Images with pose keypoints:

Content starts

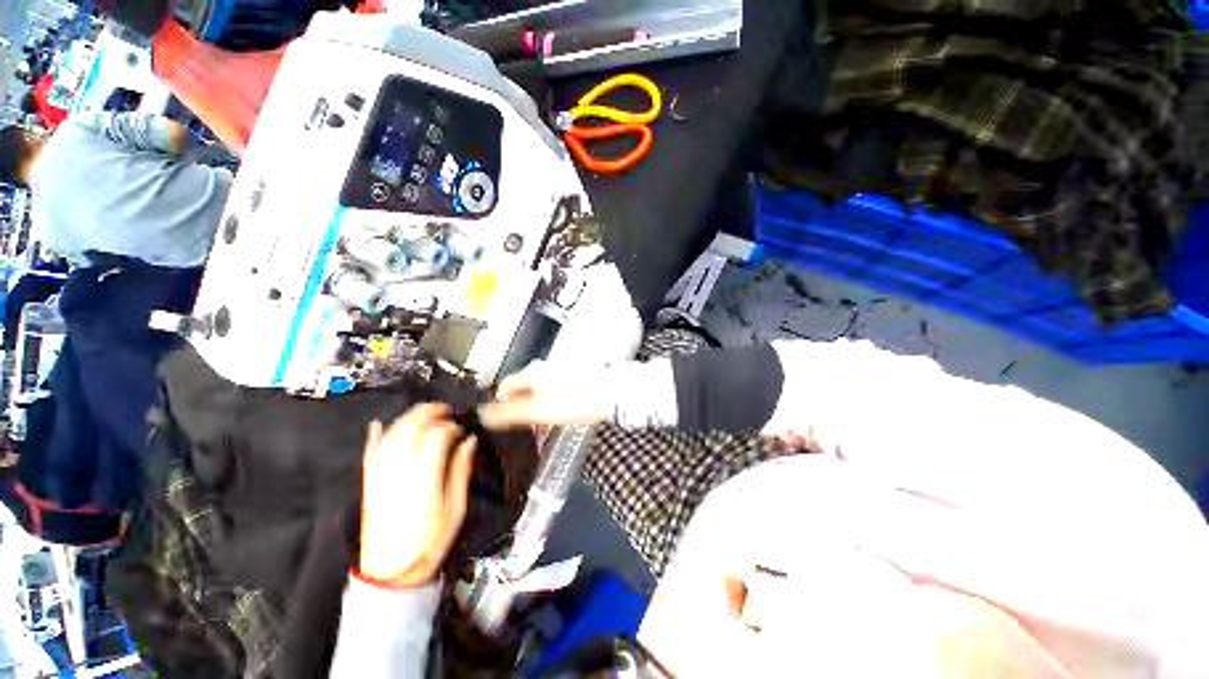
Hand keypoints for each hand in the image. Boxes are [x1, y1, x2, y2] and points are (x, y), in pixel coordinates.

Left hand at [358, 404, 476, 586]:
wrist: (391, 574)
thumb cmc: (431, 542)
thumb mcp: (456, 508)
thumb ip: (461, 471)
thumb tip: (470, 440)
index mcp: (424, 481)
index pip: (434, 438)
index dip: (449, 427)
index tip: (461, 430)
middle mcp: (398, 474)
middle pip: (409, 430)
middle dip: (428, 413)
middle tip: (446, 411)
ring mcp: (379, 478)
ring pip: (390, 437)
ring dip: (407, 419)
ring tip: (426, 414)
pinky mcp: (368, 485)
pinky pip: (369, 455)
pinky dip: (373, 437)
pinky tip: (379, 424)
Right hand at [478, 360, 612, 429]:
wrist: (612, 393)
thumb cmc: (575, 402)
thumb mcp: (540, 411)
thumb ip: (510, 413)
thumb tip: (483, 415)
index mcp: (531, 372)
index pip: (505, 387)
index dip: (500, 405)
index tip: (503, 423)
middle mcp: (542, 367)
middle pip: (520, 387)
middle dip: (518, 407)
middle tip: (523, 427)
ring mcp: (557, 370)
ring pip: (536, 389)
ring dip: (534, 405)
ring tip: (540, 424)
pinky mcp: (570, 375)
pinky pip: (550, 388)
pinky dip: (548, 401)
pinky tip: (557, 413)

Content ends

- **YOUR TASK**
Without the pictures, reproduce every line of the records above exactly.

- **RESULT OF THE TASK**
Hand keypoints for each hand in the image. Boxes are [x1, y1, x2, y2] and points are (x, y), in pixel coordinates.

Left hand at [358, 404, 476, 586]:
wrist: (391, 574)
thumb cmc: (431, 542)
thumb mcp: (456, 508)
thumb ip: (461, 471)
thumb tip: (470, 440)
index mcp: (424, 481)
index pip: (434, 438)
index dip: (449, 427)
index tip: (461, 430)
middle mcp: (398, 474)
middle pip: (409, 430)
middle dip: (428, 413)
middle tip: (446, 411)
ring mcp: (379, 478)
ring pip: (390, 437)
ring dip: (407, 419)
ring tip: (426, 414)
pinky mcp: (368, 485)
pinky pip: (369, 455)
pinky dip: (373, 437)
pinky tip: (379, 424)
Right hand at [478, 360, 612, 429]:
wrist: (612, 393)
thumb cmc: (575, 402)
thumb mcp: (540, 411)
thumb ip: (510, 413)
thumb tip: (483, 415)
index mcp: (531, 372)
index pip: (505, 387)
index dip: (500, 405)
index tip: (503, 423)
middle mcp: (542, 367)
middle pip: (520, 387)
middle dip: (518, 407)
middle tip: (523, 427)
ring mcp: (557, 370)
ring pip: (536, 389)
ring dip: (534, 405)
ring tip: (540, 424)
pinky mcp: (570, 375)
pinky pip: (550, 388)
pinky dip: (548, 401)
pinky tip: (557, 413)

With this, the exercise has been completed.